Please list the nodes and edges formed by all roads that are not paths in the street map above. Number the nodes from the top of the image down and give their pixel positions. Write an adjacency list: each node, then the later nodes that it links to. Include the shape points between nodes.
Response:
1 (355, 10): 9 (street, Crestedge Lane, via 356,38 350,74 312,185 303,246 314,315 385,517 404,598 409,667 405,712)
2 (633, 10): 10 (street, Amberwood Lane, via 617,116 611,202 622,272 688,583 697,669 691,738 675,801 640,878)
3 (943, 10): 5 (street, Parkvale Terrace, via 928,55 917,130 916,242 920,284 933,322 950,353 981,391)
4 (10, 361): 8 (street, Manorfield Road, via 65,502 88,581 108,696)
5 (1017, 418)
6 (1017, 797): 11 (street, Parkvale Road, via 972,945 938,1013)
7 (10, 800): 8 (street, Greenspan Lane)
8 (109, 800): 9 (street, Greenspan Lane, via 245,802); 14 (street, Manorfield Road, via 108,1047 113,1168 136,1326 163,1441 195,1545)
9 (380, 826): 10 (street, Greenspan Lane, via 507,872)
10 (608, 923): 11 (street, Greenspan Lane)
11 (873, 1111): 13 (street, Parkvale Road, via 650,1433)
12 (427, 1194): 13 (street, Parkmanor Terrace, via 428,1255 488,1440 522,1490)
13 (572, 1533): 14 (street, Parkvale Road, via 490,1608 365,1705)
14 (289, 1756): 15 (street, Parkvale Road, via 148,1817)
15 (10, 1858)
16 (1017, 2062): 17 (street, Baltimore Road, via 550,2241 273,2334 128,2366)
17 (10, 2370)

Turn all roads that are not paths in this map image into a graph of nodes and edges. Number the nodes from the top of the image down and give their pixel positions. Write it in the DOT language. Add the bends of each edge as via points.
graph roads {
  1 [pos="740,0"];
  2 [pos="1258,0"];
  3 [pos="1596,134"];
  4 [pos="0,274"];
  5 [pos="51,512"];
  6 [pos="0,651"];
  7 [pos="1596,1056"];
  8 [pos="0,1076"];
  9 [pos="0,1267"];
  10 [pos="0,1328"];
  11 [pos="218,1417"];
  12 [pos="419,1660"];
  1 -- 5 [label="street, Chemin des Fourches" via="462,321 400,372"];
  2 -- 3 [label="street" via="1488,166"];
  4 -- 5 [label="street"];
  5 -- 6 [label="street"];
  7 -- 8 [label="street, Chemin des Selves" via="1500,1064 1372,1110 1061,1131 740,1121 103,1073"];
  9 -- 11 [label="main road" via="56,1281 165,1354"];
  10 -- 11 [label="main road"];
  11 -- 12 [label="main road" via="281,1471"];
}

== == ==

• **ACTIVITY**
What you return must match the data above character for character.

• **ANSWER TO THIS EXERCISE**
Please list the nodes and edges formed by all roads that are not paths in the street map above. Number the nodes from the top of the image down and give their pixel positions. Write an adjacency list: each node, then the later nodes that it links to. Include the shape points between nodes.
Response:
1 (355, 10): 9 (street, Crestedge Lane, via 356,38 350,74 312,185 303,246 314,315 385,517 404,598 409,667 405,712)
2 (633, 10): 10 (street, Amberwood Lane, via 617,116 611,202 622,272 688,583 697,669 691,738 675,801 640,878)
3 (943, 10): 5 (street, Parkvale Terrace, via 928,55 917,130 916,242 920,284 933,322 950,353 981,391)
4 (10, 361): 8 (street, Manorfield Road, via 65,502 88,581 108,696)
5 (1017, 418)
6 (1017, 797): 11 (street, Parkvale Road, via 972,945 938,1013)
7 (10, 800): 8 (street, Greenspan Lane)
8 (109, 800): 9 (street, Greenspan Lane, via 245,802); 14 (street, Manorfield Road, via 108,1047 113,1168 136,1326 163,1441 195,1545)
9 (380, 826): 10 (street, Greenspan Lane, via 507,872)
10 (608, 923): 11 (street, Greenspan Lane)
11 (873, 1111): 13 (street, Parkvale Road, via 650,1433)
12 (427, 1194): 13 (street, Parkmanor Terrace, via 428,1255 488,1440 522,1490)
13 (572, 1533): 14 (street, Parkvale Road, via 490,1608 365,1705)
14 (289, 1756): 15 (street, Parkvale Road, via 148,1817)
15 (10, 1858)
16 (1017, 2062): 17 (street, Baltimore Road, via 550,2241 273,2334 128,2366)
17 (10, 2370)

Turn all roads that are not paths in this map image into a graph of nodes and edges. Number the nodes from the top of the image down and give their pixel positions. Write it in the DOT language. Add the bends of each edge as via points.
graph roads {
  1 [pos="740,0"];
  2 [pos="1258,0"];
  3 [pos="1596,134"];
  4 [pos="0,274"];
  5 [pos="51,512"];
  6 [pos="0,651"];
  7 [pos="1596,1056"];
  8 [pos="0,1076"];
  9 [pos="0,1267"];
  10 [pos="0,1328"];
  11 [pos="218,1417"];
  12 [pos="419,1660"];
  1 -- 5 [label="street, Chemin des Fourches" via="462,321 400,372"];
  2 -- 3 [label="street" via="1488,166"];
  4 -- 5 [label="street"];
  5 -- 6 [label="street"];
  7 -- 8 [label="street, Chemin des Selves" via="1500,1064 1372,1110 1061,1131 740,1121 103,1073"];
  9 -- 11 [label="main road" via="56,1281 165,1354"];
  10 -- 11 [label="main road"];
  11 -- 12 [label="main road" via="281,1471"];
}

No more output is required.